The use of narrative training to encourage positive rumination could benefit patients in a number of ways. Das (2012) argues that instead of using fear to convince at-risk groups to change their behavior, helping them to feel good using positive affect could be more effective. When healthcare professionals help individuals feel good about themselves, reactive behavior decreases and self-efficacy increases (Das, 2012; Harris & Epton, 2009). Aiding in the development of self-affirmation and self-esteem might lessen the threat of health messages requiring behavior change and boost “intuitive, self-relevant knowledge” (Das, 2012, p. 30).

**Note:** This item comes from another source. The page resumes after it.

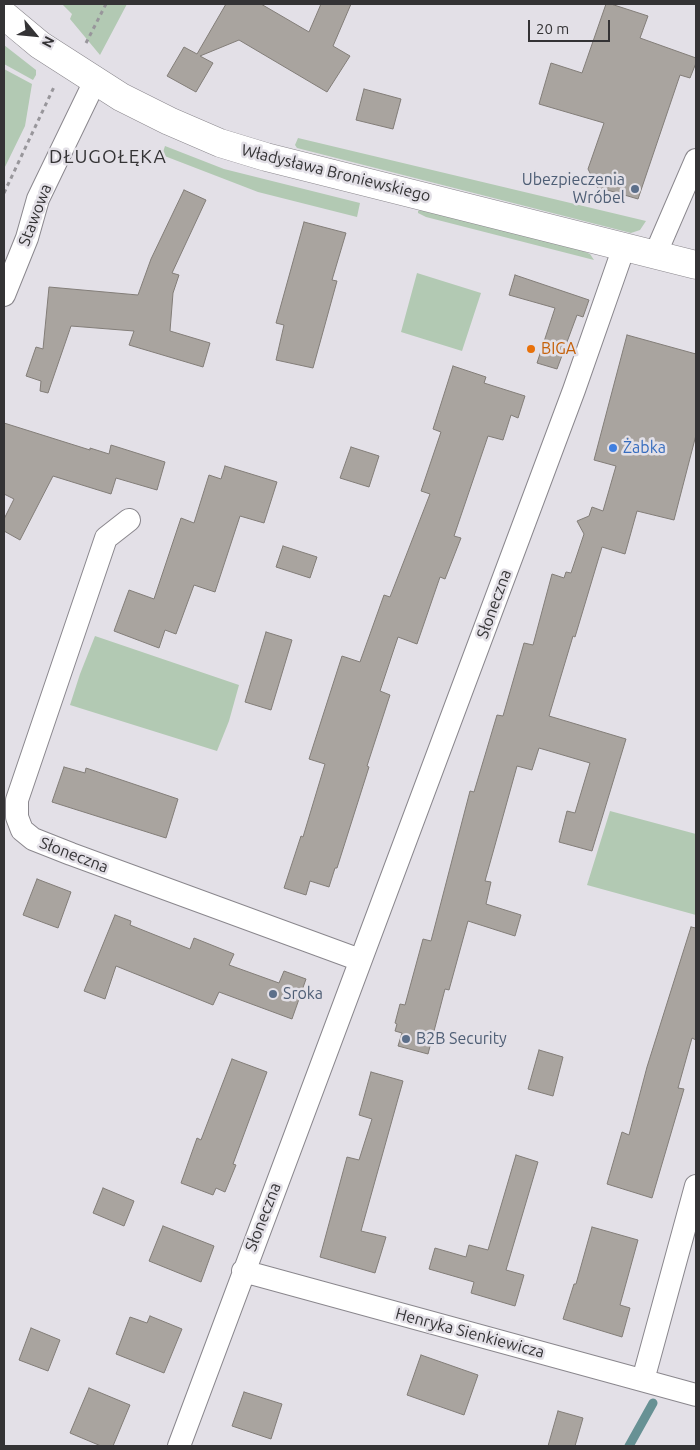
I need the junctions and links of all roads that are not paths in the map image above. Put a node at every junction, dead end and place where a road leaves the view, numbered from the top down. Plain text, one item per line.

Currently, a few techniques exist to incite positive rumination. For instance, Reminiscent Therapy (RT) was introduced as a way to treat patients with dementia and aids in remembering important life events (Norris, 1986). Through techniques like this it has been found that encouraging reflection in the delivery of a health message, especially about one’s family and friends, has the potential to reduce anger and encourage empathy. This reduction in reactance and anger is thought to happen because reflection requires so much of a person’s cognitive resources (Gardner & Leshner, 2016; Shen, 2010). This research is driving innovations in health technology, and health interventions are surfacing in the form of mobile health (mhealth) applications. For example, Good, Ancient, Postolache, Socianu, and Afghan (2013) conducted a study to test whether reminiscing about positive memories via a mobile phone application improved well-being overall. The authors posited that this technology could help populations suffering from dementia and depression as a way of self-soothing. The application prompts users to remember personal memories through the use of pictures, videos, personal stories, and a personal soundtrack of music from the user’s past. Such mhealth applications have become unanimously popular because of their ease and accessibility.
There is little doubt that positive rumination in the form of reminiscing or basking in a memory can provide benefits to individuals struggling from stress or mental health problems. It also appears that young children who learn the ability to mentally construct their personal narratives through positive rumination are more well-adjusted adults. Health messages constructed to urge reflection and reminiscing are an emerging and potentially important part of public health communication. Through new technology such as mobile health applications, these health messages could become even more influential in the care of populations struggling with stress, anxiety, and depression related to their health. Future research should focus on how to further the creation and dissemination of health technology that informs of the benefits of positive rumination and offers an accessible platform to use these positive rumination techniques.